Say I have a QA department, and they tell me: "looking good", so I
release. I go through the motions, but now I need to have faith that the
actual release build is going to be exactly equivalent to the builds QA
used to say "looking good". Trouble is: we're not a faith based
organization. I need to -prove- that it -is- the same - AND I need to
prove it not just to my satisfaction, but to the satisfaction of any
pointy-haired boss that feels the need for some hands-on auditing. That
is actually very hard to do in real life projects. The simple fact of
removing the -SNAPSHOT from version numbers may have all sorts of side
effects - if only by removing any hope of doing binary checksums of the
build products - something you can't really do anyway, since way too
many processes insert useless timestamp info all over the place.
The only way I know of doing this is to produce release candidates that
look exactly as if they were the actual release, and keep building new
ones until QA says it's good. They then use that exact build.
Essentially, manage releases by access control, not by naming.

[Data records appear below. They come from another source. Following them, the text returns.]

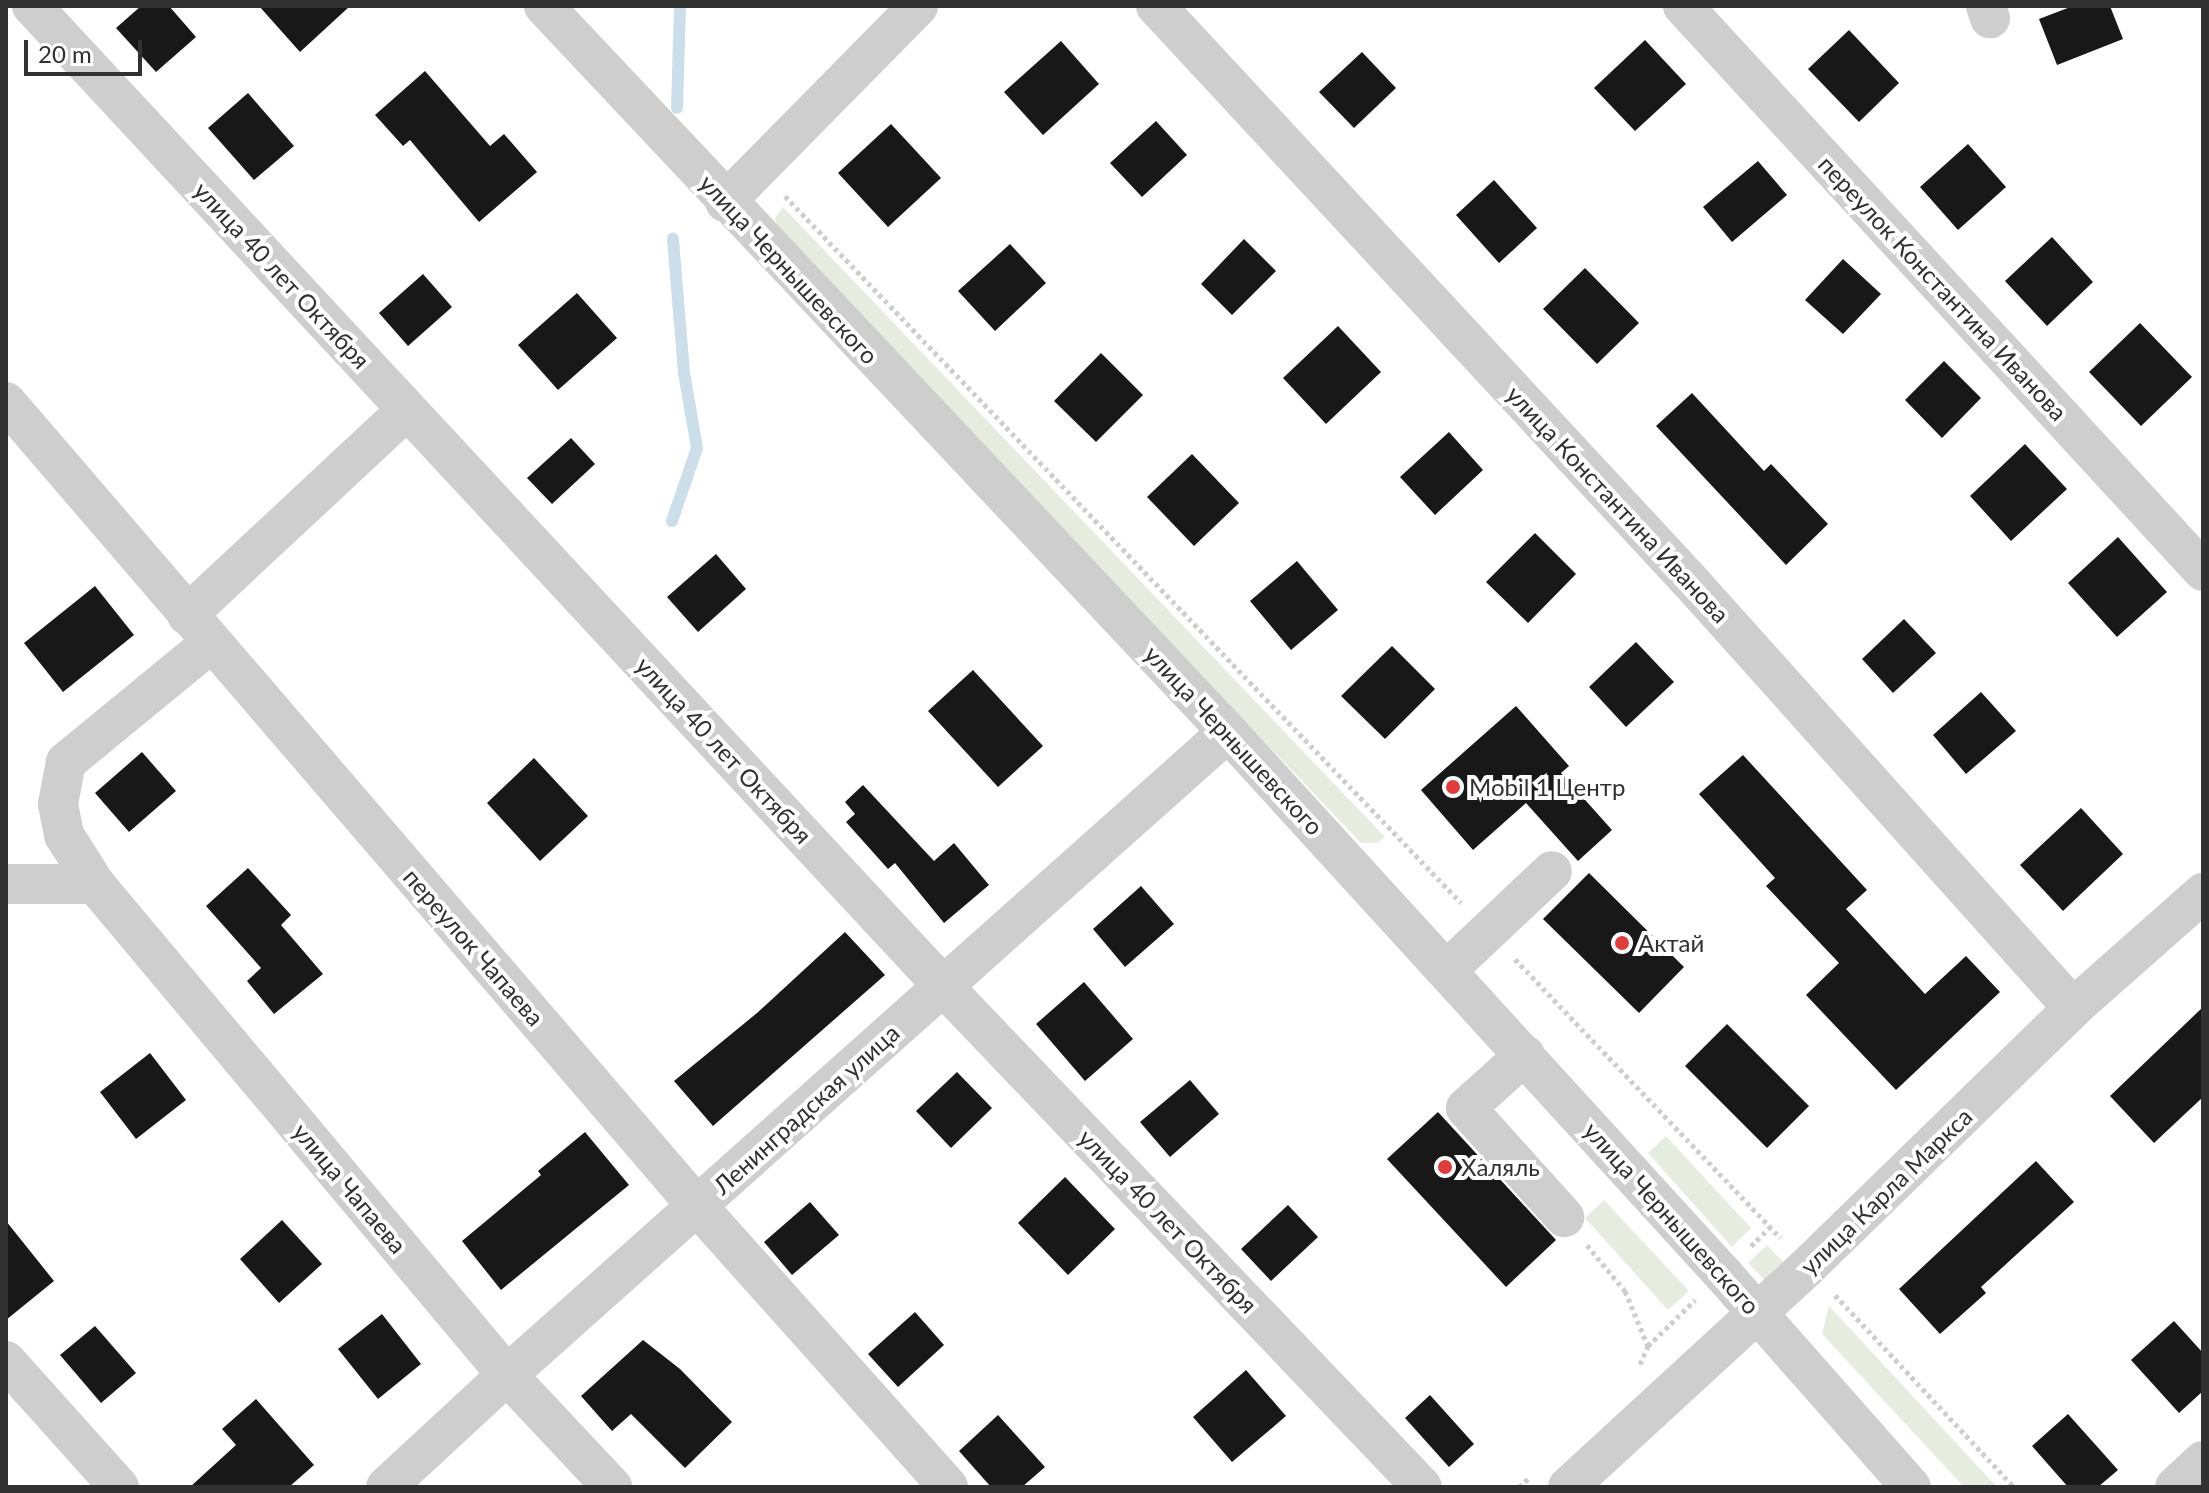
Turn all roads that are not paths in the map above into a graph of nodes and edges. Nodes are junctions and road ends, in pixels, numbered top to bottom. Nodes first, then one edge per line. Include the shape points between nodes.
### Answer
1 (32, 6) edge
2 (544, 6) edge
3 (918, 6) edge
4 (1156, 6) edge
5 (1683, 6) edge
6 (725, 202) junction
7 (6, 402) edge
8 (407, 410) junction
9 (2203, 571) edge
10 (199, 629) junction
11 (1228, 732) junction
12 (1552, 871) dead end
13 (6, 884) edge
14 (95, 884) junction
15 (2203, 893) edge
16 (1447, 970) junction
17 (943, 986) junction
18 (2073, 1008) junction
19 (1525, 1055) junction
20 (698, 1207) junction
21 (1564, 1217) road end
22 (1758, 1314) junction
23 (6, 1361) edge
24 (507, 1375) junction
25 (2203, 1461) edge
26 (119, 1487) edge
27 (386, 1487) edge
28 (612, 1487) edge
29 (948, 1487) edge
30 (1422, 1487) edge
31 (1568, 1487) edge
32 (1911, 1487) edge
33 (2175, 1487) edge

1 - 8 street, улица 40 лет Октября
2 - 6 street, улица Чернышевского
3 - 6 street
4 - 18 street, улица Константина Иванова via 1689,580
5 - 9 street, переулок Константина Иванова
6 - 11 street, улица Чернышевского
7 - 10 street, переулок Чапаева
8 - 10 street, улица Чапаева
8 - 17 street, улица 40 лет Октября
10 - 14 street, улица Чапаева via 66,762 58,804 64,835
10 - 20 street, переулок Чапаева
11 - 16 street, улица Чернышевского
11 - 17 street, Ленинградская улица
12 - 16 street
13 - 14 street
14 - 24 street, улица Чапаева
15 - 18 street, улица Карла Маркса
16 - 19 street, улица Чернышевского
17 - 20 street, Ленинградская улица
17 - 30 street, улица 40 лет Октября
18 - 22 street, улица Карла Маркса
19 - 21 street via 1466,1108
19 - 22 street, улица Чернышевского
20 - 24 street, Ленинградская улица
20 - 29 street, переулок Чапаева
22 - 31 street, улица Карла Маркса
22 - 32 street, улица Чернышевского
23 - 26 street
24 - 27 street, Ленинградская улица
24 - 28 street, улица Чапаева
25 - 33 street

So I guess the solution is to continually run the release plugin to
generate various new versions with new build numbers, feeding a constant
stream of release candidates to QA. And that's where I hit the second
snag, which may be easy to fix, but it isn't clear at all from the
documentation. The release plugin needs to work non-interactively -
otherwise I'd be sitting there doing nothing else but maven builds.
The third snag is that I need to have a way to explain it how to use
perforce, and in a way that matches the way we are using perforce in
this shop. I guess I can live with the constant automatic checkouts and
checkins of pom.xml files, but I'm not sure how this affects developers...
Finally, I need to integrate maven into a larger system - until the day
comes when maven knows -everything- about -everything-, simply working
on the premise that maven is the ultimate controller is not helpful.